*** Opening of DATASET ***
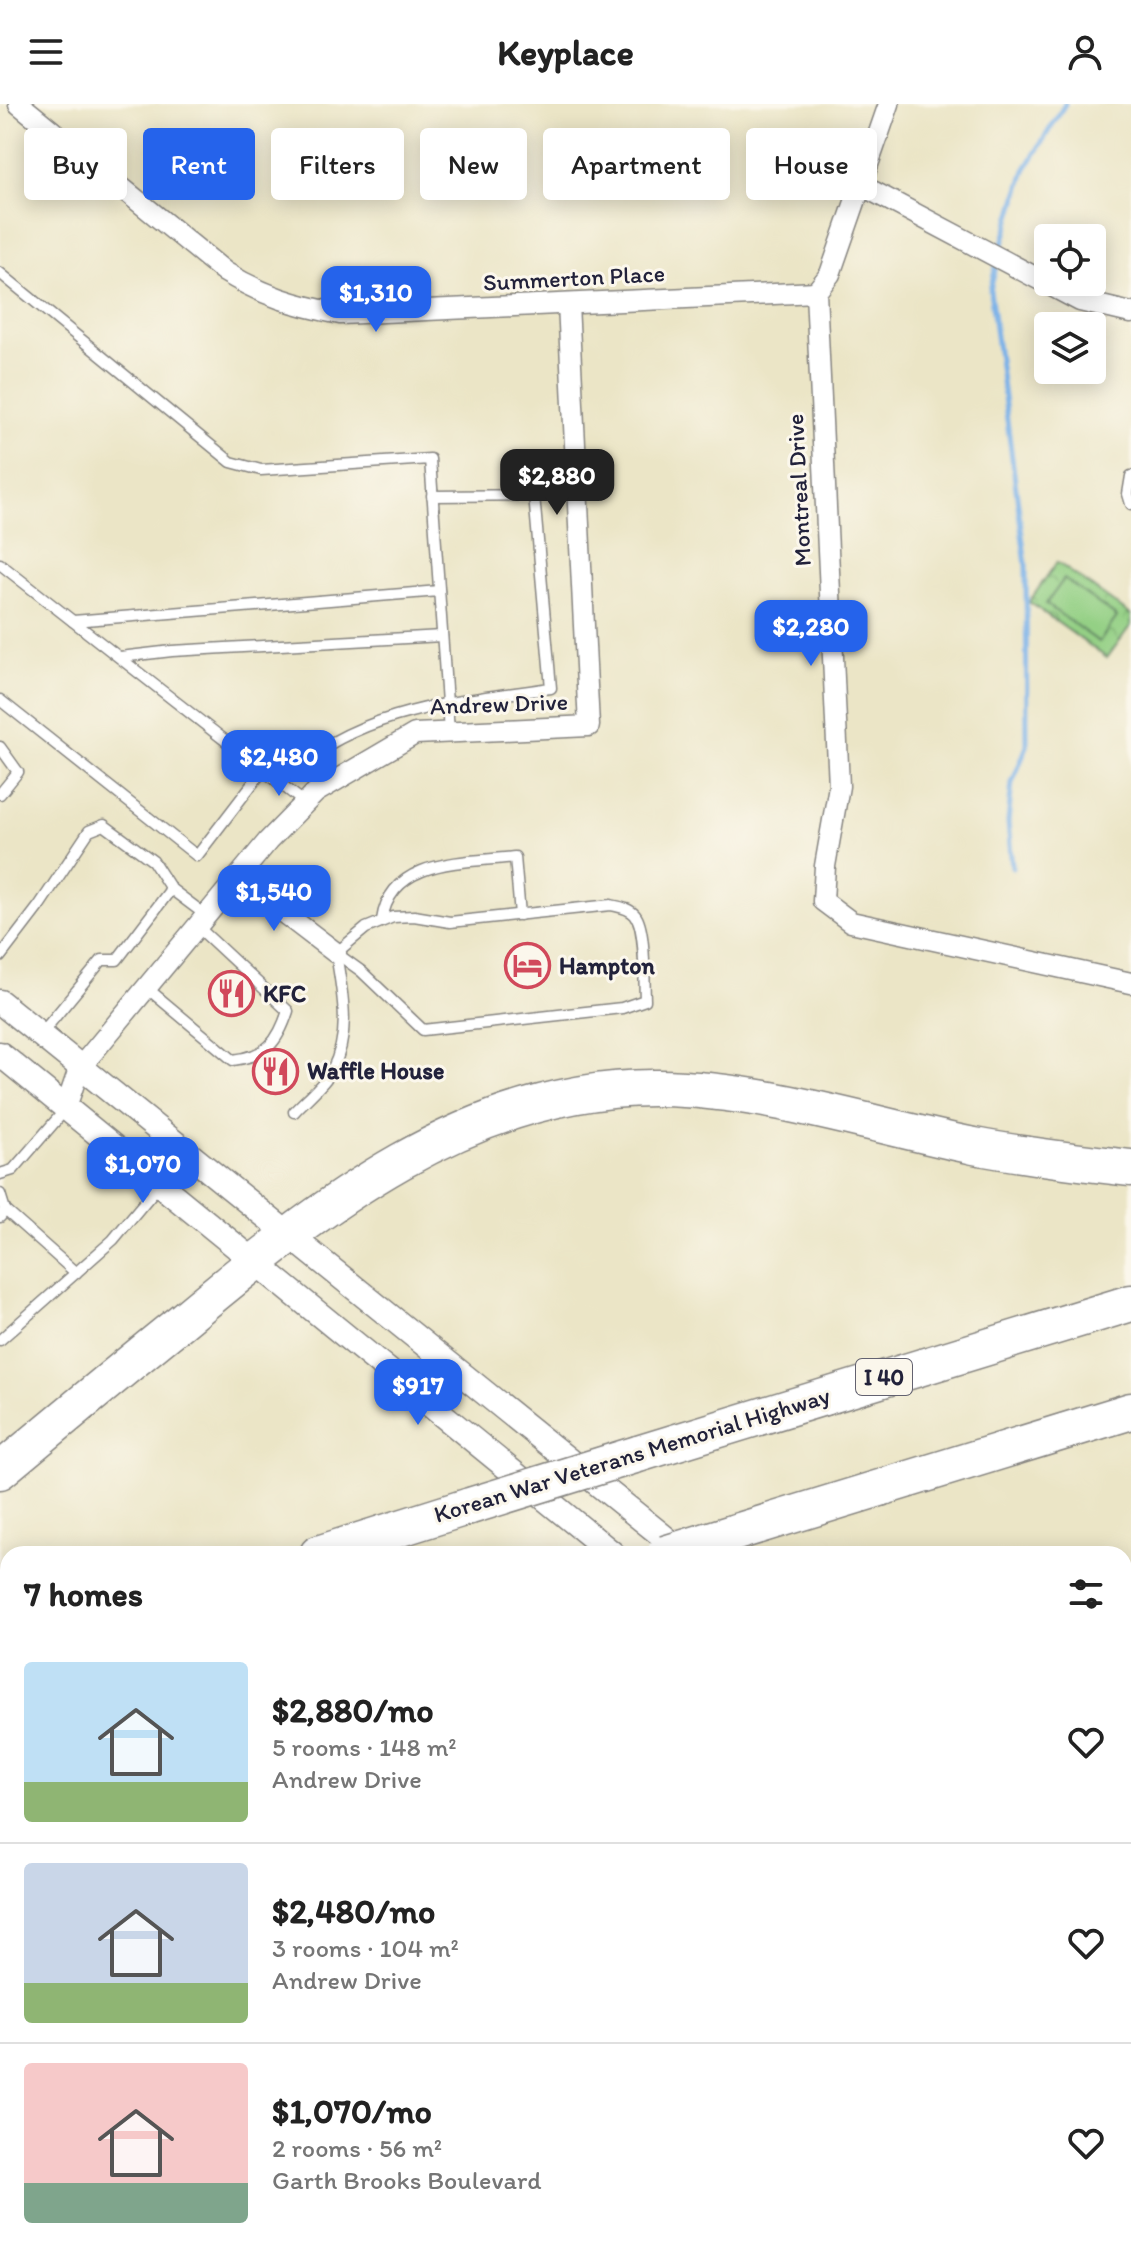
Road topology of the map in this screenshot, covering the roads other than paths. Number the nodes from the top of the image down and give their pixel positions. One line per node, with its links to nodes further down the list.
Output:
1 (19, 104): 8 (street, Summerton Place)
2 (889, 104): 3 (street)
3 (877, 139)
4 (877, 193): 9 (street)
5 (856, 200): 7 (street)
6 (0, 273): 11 (lane)
7 (816, 292): 8 (street, Summerton Place); 33 (street, Montreal Drive)
8 (568, 304): 20 (street, Andrew Drive)
9 (1131, 313)
10 (1131, 476): 12 (lane)
11 (432, 496): 14 (lane); 19 (lane)
12 (1131, 504)
13 (0, 564): 15 (lane)
14 (439, 591): 15 (lane); 16 (lane)
15 (73, 621): 17 (lane)
16 (442, 636): 17 (lane); 19 (lane)
17 (120, 657): 22 (lane)
18 (0, 700): 22 (lane)
19 (447, 703): 20 (lane); 23 (lane)
20 (449, 732): 25 (street, Andrew Drive)
21 (0, 747): 24 (lane)
22 (263, 770): 23 (lane)
23 (280, 783): 25 (lane)
24 (0, 794)
25 (305, 803): 26 (street, Andrew Drive)
26 (238, 878): 30 (street, Andrew Drive); 31 (street)
27 (171, 889): 30 (lane); 32 (lane); 36 (lane)
28 (520, 915): 29 (lane); 29 (lane); 31 (lane)
29 (382, 920): 31 (lane)
30 (202, 921): 34 (street, Andrew Drive); 34 (lane)
31 (336, 953): 40 (lane)
32 (0, 957)
33 (1131, 983)
34 (147, 988): 38 (street, Andrew Drive)
35 (0, 1002): 36 (street)
36 (40, 1035): 38 (street)
37 (7, 1063): 39 (street)
38 (79, 1069): 39 (street, Andrew Drive); 46 (street)
39 (65, 1110): 42 (lane); 43 (street)
40 (294, 1112)
41 (1131, 1168): 46 (highway)
42 (0, 1174)
43 (158, 1186): 47 (street); 48 (lane)
44 (0, 1194): 45 (lane)
45 (3, 1213): 48 (lane)
46 (290, 1236): 47 (highway); 55 (street)
47 (254, 1262): 52 (highway); 54 (street)
48 (76, 1273): 50 (lane)
49 (1131, 1303): 53 (highway, Korean War Veterans Memorial Highway / I 40, bridge)
50 (0, 1340)
51 (1131, 1411): 56 (highway, bridge)
52 (0, 1471)
53 (343, 1546)
54 (603, 1546)
55 (675, 1546)
56 (691, 1546)

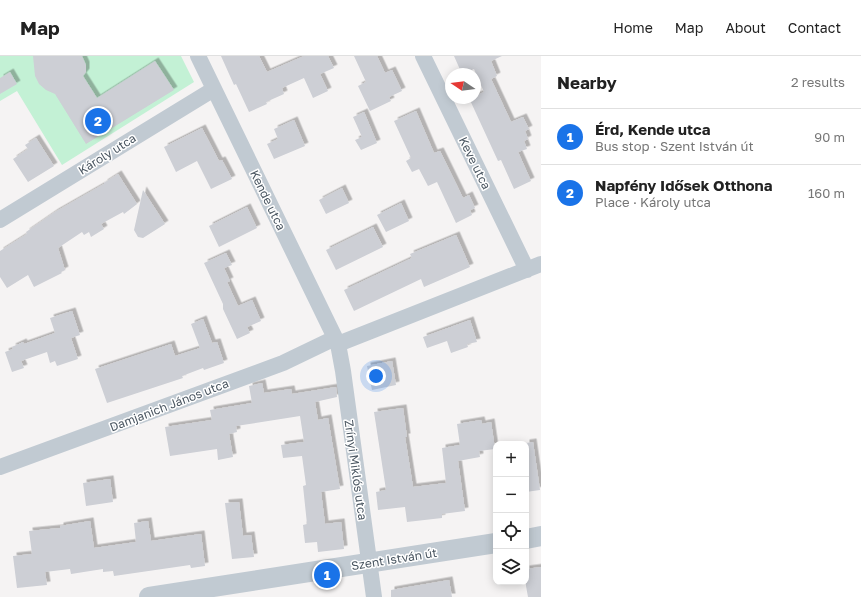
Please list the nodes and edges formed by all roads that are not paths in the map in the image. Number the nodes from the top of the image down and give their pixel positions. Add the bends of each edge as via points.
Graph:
*** Close of DATASET ***
* ABOUT THIS TASK *
Retrieve each line of the data in which the word "down" can be found.

* ANSWER TO THE EXERCISE *
Road topology of the map in this screenshot, covering the roads other than paths. Number the nodes from the top of the image down and give their pixel positions. One line per node, with its links to nodes further down the list.
Please list the nodes and edges formed by all roads that are not paths in the map in the image. Number the nodes from the top of the image down and give their pixel positions. Add the bends of each edge as via points.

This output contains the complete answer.